Yes, it is essentially the same mathematical concept — both are cycle decompositions of permutations. Carmack used a permutation to ensure every pixel is visited exactly once.

You are right, the presentation may be overdone. The result itself is a small mathematical fact. I made the interactive page so people can verify it themselves, not to make it look grand. Thank you for the criticism, I will adjust.

You are right, the expected largest cycle of a random permutation is around 40. 52 is larger but not extreme. I did not claim this result is statistically significant.

You are right, zero fixed points does not mean total structural difference. Your counterexample is good. My wording was wrong, I will fix it. What interests me is not the statistical rarity, but that 81% of elements are in one orbit — this means the reordering is highly coupled, not a bunch of small local swaps.

> What interests me is not the statistical rarity, but that 81% of elements are in one orbit — this means the reordering is highly coupled, not a bunch of small local swaps.
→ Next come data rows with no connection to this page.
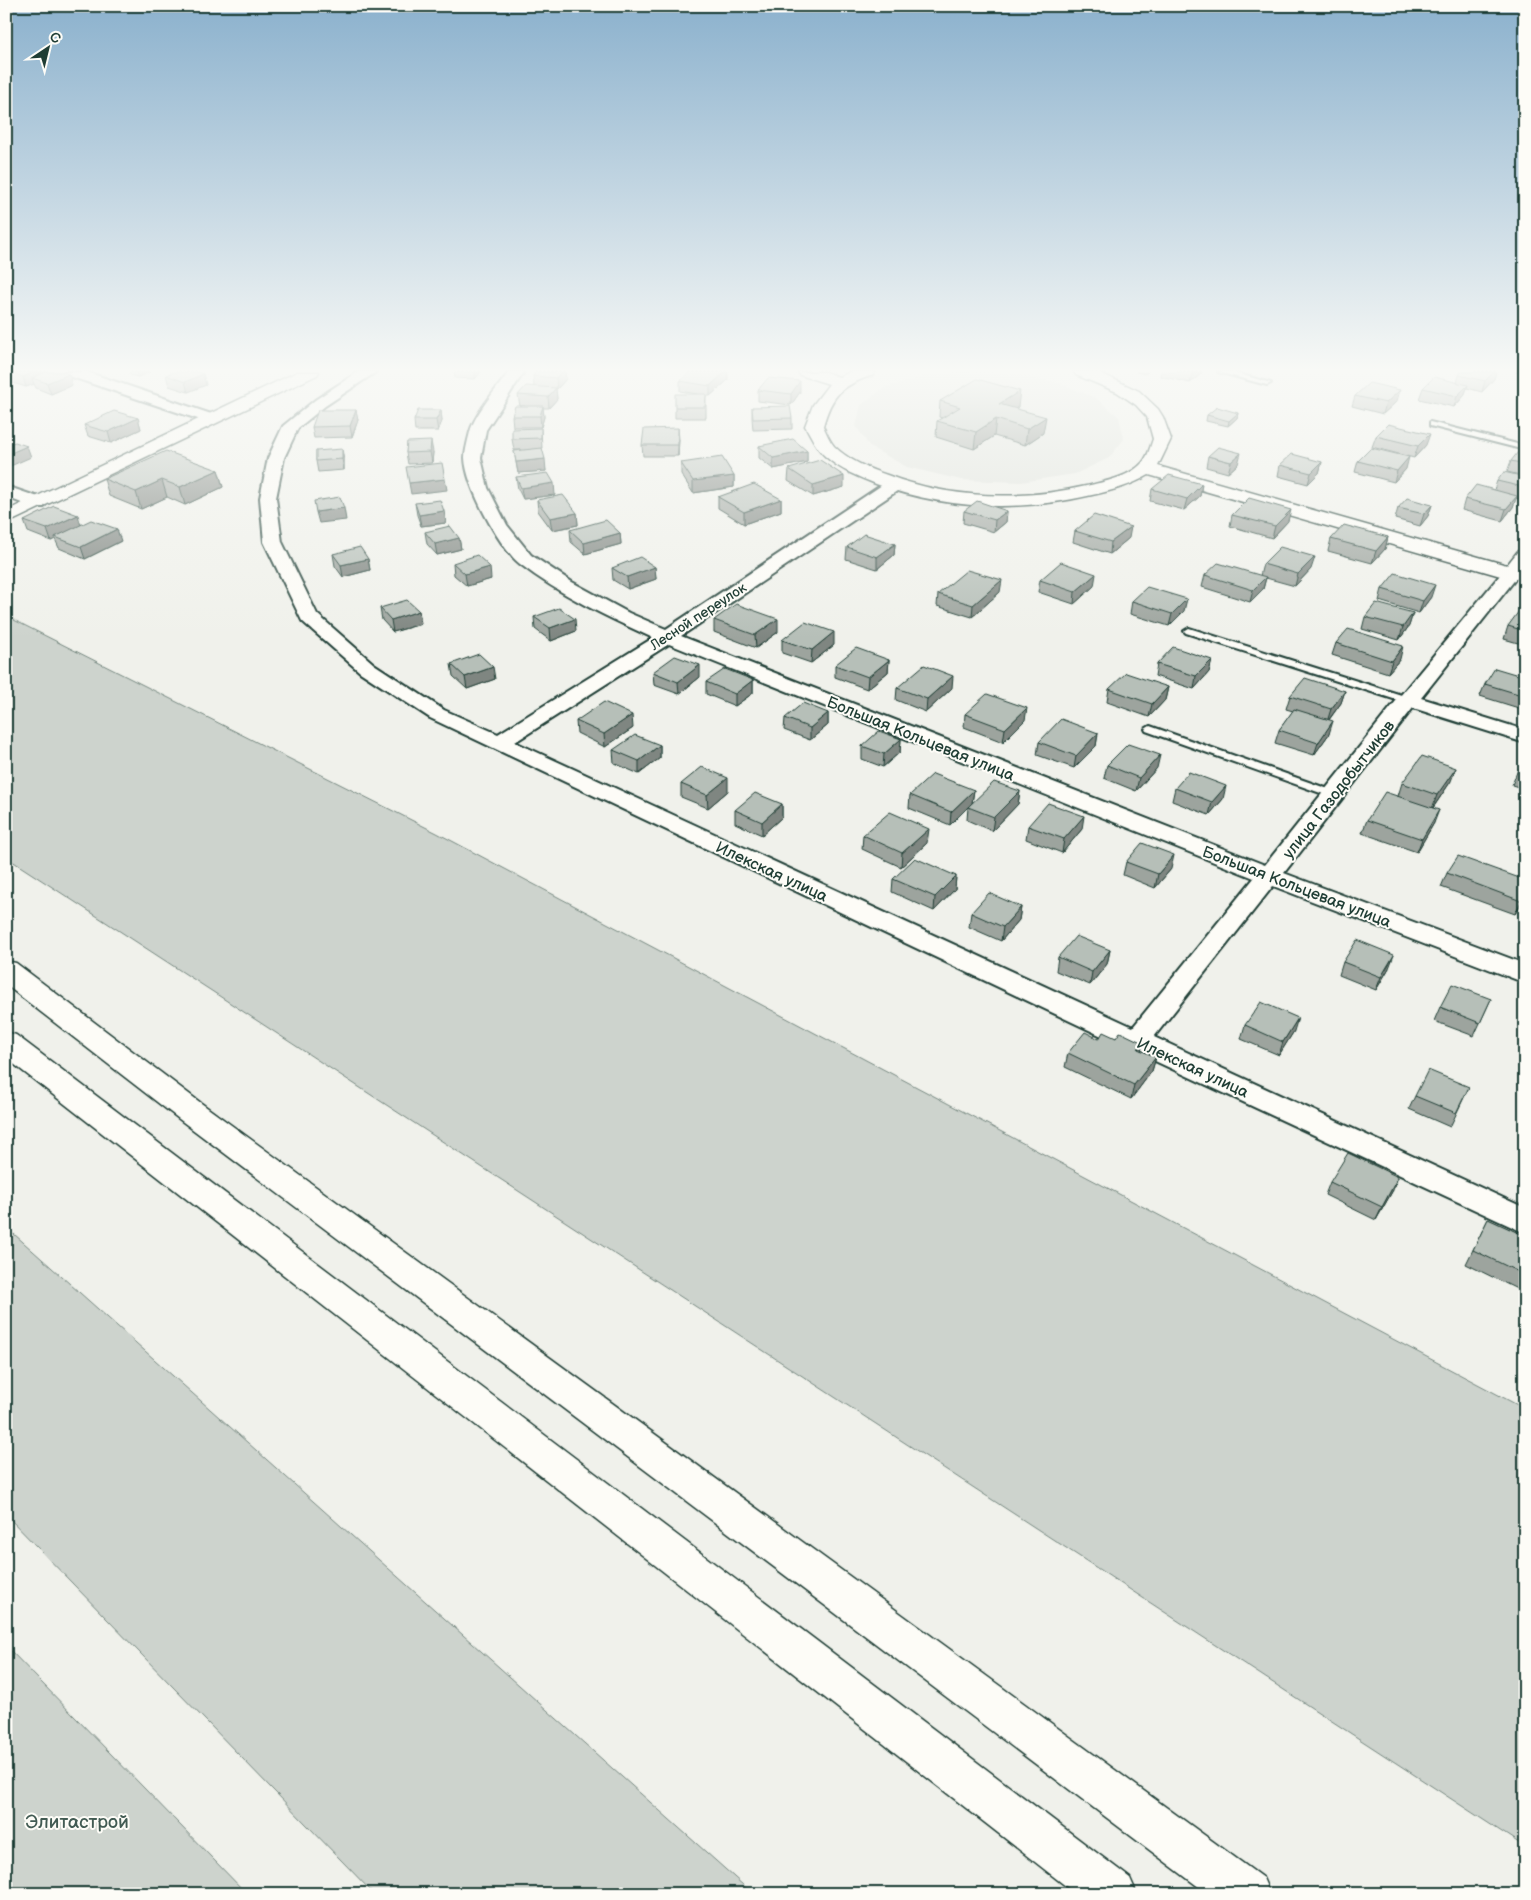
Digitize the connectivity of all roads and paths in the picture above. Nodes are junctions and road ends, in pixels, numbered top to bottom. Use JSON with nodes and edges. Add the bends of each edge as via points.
{"nodes":[{"id":1,"x":126,"y":461,"type":"edge"},
{"id":2,"x":275,"y":461,"type":"edge"},
{"id":3,"x":474,"y":461,"type":"edge"},
{"id":4,"x":842,"y":461,"type":"edge"},
{"id":5,"x":1152,"y":461,"type":"edge"},
{"id":6,"x":1148,"y":469,"type":"junction"},
{"id":7,"x":894,"y":486,"type":"junction"},
{"id":8,"x":6,"y":491,"type":"edge"},
{"id":9,"x":38,"y":503,"type":"junction"},
{"id":10,"x":6,"y":518,"type":"edge"},
{"id":11,"x":1525,"y":555,"type":"edge"},
{"id":12,"x":1511,"y":573,"type":"junction"},
{"id":13,"x":1189,"y":631,"type":"dead end"},
{"id":14,"x":666,"y":637,"type":"junction"},
{"id":15,"x":1408,"y":700,"type":"junction"},
{"id":16,"x":1150,"y":728,"type":"dead end"},
{"id":17,"x":1525,"y":737,"type":"edge"},
{"id":18,"x":499,"y":743,"type":"junction"},
{"id":19,"x":1333,"y":794,"type":"junction"},
{"id":20,"x":1270,"y":876,"type":"junction"},
{"id":21,"x":6,"y":970,"type":"edge"},
{"id":22,"x":1525,"y":974,"type":"edge"},
{"id":23,"x":1136,"y":1041,"type":"junction"},
{"id":24,"x":6,"y":1042,"type":"edge"},
{"id":25,"x":1525,"y":1221,"type":"edge"},
{"id":26,"x":1114,"y":1894,"type":"edge"},
{"id":27,"x":1247,"y":1894,"type":"edge"}],
"edges":[{"from":1,"to":9,"type":"main road"},
{"from":2,"to":18,"type":"street","name":"Илекская улица","via":[[268,498],[273,542],[309,617],[360,662],[438,714]]},
{"from":3,"to":14,"type":"street","name":"Большая Кольцевая улица","via":[[480,488],[499,526],[524,559],[622,617]]},
{"from":4,"to":7,"type":"main road"},
{"from":5,"to":6,"type":"main road"},
{"from":6,"to":7,"type":"main road","via":[[1116,484],[1034,500],[984,501]]},
{"from":6,"to":12,"type":"main road"},
{"from":7,"to":14,"type":"street","name":"Лесной переулок"},
{"from":8,"to":9,"type":"street"},
{"from":9,"to":10,"type":"main road"},
{"from":11,"to":12,"type":"main road","name":"улица Газодобытчиков"},
{"from":12,"to":15,"type":"street","name":"улица Газодобытчиков"},
{"from":13,"to":15,"type":"lane"},
{"from":14,"to":18,"type":"street","name":"Лесной переулок"},
{"from":14,"to":20,"type":"street","name":"Большая Кольцевая улица"},
{"from":15,"to":17,"type":"street"},
{"from":15,"to":19,"type":"street","name":"улица Газодобытчиков"},
{"from":16,"to":19,"type":"lane"},
{"from":18,"to":23,"type":"street","name":"Илекская улица"},
{"from":19,"to":20,"type":"street","name":"улица Газодобытчиков"},
{"from":20,"to":22,"type":"street","name":"Большая Кольцевая улица"},
{"from":20,"to":23,"type":"street","name":"улица Газодобытчиков"},
{"from":21,"to":27,"type":"main road","via":[[198,1117]]},
{"from":23,"to":25,"type":"street","name":"Илекская улица"},
{"from":24,"to":26,"type":"main road"}]}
But what is the significance of the reordering being highly coupled?

The observation itself is the value — it tells you the King Wen sequence is not a bunch of small local adjustments, but a holistic rearrangement. But it cannot tell you why King Wen arranged it this way.

You didn't explain or prove there is a reason for it.
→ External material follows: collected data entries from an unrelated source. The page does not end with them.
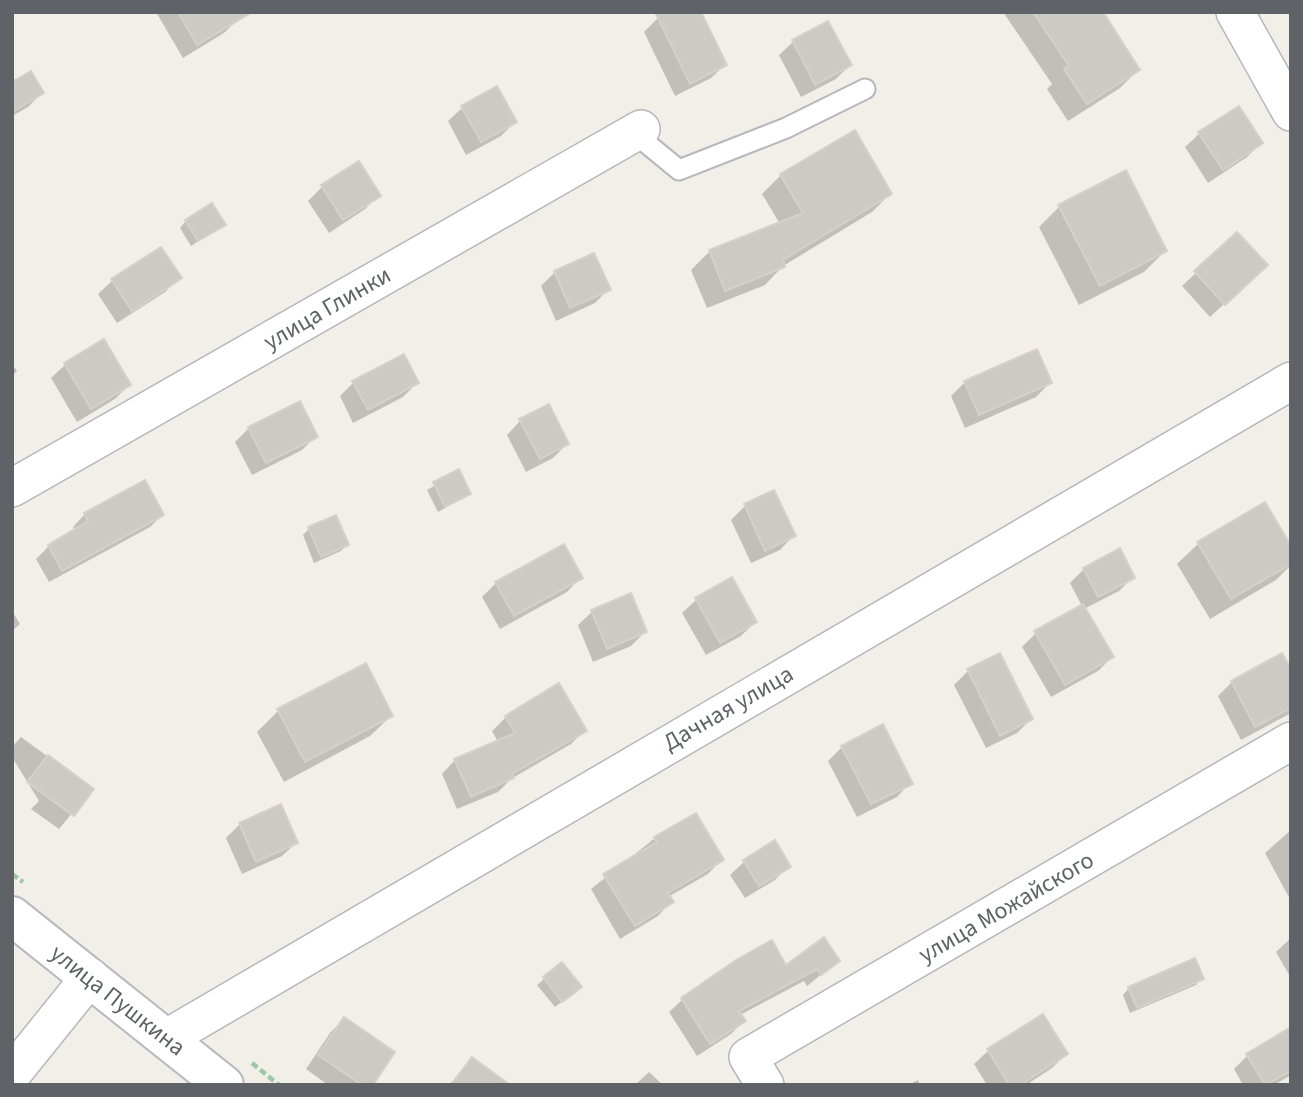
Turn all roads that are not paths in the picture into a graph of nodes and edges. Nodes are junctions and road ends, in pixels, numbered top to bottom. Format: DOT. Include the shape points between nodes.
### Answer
graph roads {
  1 [pos="1235,12"];
  2 [pos="865,89"];
  3 [pos="1291,112"];
  4 [pos="641,129"];
  5 [pos="1291,381"];
  6 [pos="12,488"];
  7 [pos="1291,741"];
  8 [pos="12,916"];
  9 [pos="90,977"];
  10 [pos="167,1038"];
  11 [pos="12,1074"];
  12 [pos="224,1085"];
  13 [pos="765,1085"];
  1 -- 3 [label="street"];
  2 -- 4 [label="lane" via="786,128 679,170 645,142"];
  4 -- 6 [label="street, улица Глинки"];
  5 -- 10 [label="street, Дачная улица"];
  7 -- 13 [label="street, улица Можайского" via="748,1057"];
  8 -- 9 [label="main road, улица Пушкина"];
  9 -- 10 [label="main road, улица Пушкина"];
  9 -- 11 [label="street"];
  10 -- 12 [label="main road, улица Пушкина"];
}
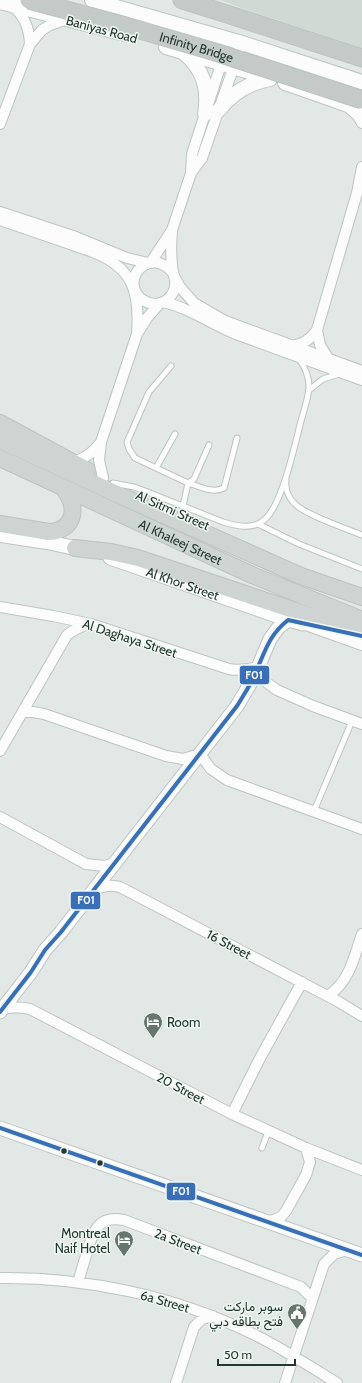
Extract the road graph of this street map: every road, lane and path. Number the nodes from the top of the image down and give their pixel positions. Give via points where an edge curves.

I found this by accident while analyzing the I Ching with code. 81% of hexagrams are locked in one chain, none stays in its original position. You can verify it yourself in the browser. Has anyone seen this before?

People have known about this since the Shang dynasty so yes it has been noticed before.
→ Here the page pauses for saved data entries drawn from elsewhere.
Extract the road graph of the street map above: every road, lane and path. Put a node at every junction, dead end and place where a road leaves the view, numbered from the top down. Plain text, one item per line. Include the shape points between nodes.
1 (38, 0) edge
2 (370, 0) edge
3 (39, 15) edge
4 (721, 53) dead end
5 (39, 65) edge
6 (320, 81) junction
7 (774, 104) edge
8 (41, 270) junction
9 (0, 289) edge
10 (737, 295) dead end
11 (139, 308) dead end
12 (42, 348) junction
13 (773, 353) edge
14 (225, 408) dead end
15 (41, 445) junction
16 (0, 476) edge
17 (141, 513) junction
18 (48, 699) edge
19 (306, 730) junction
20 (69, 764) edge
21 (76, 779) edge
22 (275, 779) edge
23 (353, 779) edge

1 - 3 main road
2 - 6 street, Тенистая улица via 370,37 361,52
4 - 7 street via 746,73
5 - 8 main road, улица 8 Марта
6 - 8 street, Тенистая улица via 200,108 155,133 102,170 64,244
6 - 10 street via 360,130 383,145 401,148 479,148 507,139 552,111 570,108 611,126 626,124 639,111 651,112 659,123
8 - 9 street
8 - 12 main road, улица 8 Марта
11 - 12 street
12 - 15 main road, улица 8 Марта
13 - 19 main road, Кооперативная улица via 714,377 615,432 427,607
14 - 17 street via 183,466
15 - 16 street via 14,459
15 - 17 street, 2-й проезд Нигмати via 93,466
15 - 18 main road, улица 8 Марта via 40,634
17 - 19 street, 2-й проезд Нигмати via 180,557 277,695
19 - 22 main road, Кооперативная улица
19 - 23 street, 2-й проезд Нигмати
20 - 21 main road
If you find this interesting, I suggest you study group theory - this seems pretty much a direct consequence of the group structure.

I doubt they already had the King Wen order in the Shang dynasty. Manuscripts dated to as late as the Han dynasty have a totally different hexagram order. In any case traditionally the divination book for Shang is considered to be the Guicang, not the I Ching (=Zhouyi = Changes of Zhou), which according to tradition put kun before qian.

The Shang dynasty people knew the pairing structure of hexagrams (inverted/complementary pairs), but cycle decomposition is a modern group theory tool that did not exist until the 19th century. These are two different levels of analysis.

They knew about the cycle. That's why it's called the King Wen sequence right? Not sure what part of this you think people didn't know about so we may be talking at cross purposes.

Fascinating. I've barely any knowledge of I Ching. What motivated you to explore this and I Ching in general?

The I Ching has influenced China for over 3000 years. I believe there must be a reason for that. In China, the I Ching is often treated as mysticism. But I believe in science. The end of mysticism must still be science. So I did a lot of research and found a unique pattern inside. I searched all the literature and found nothing about it. So I shared it here.

The lines of a hexagram map to the edges of a tetrahedron.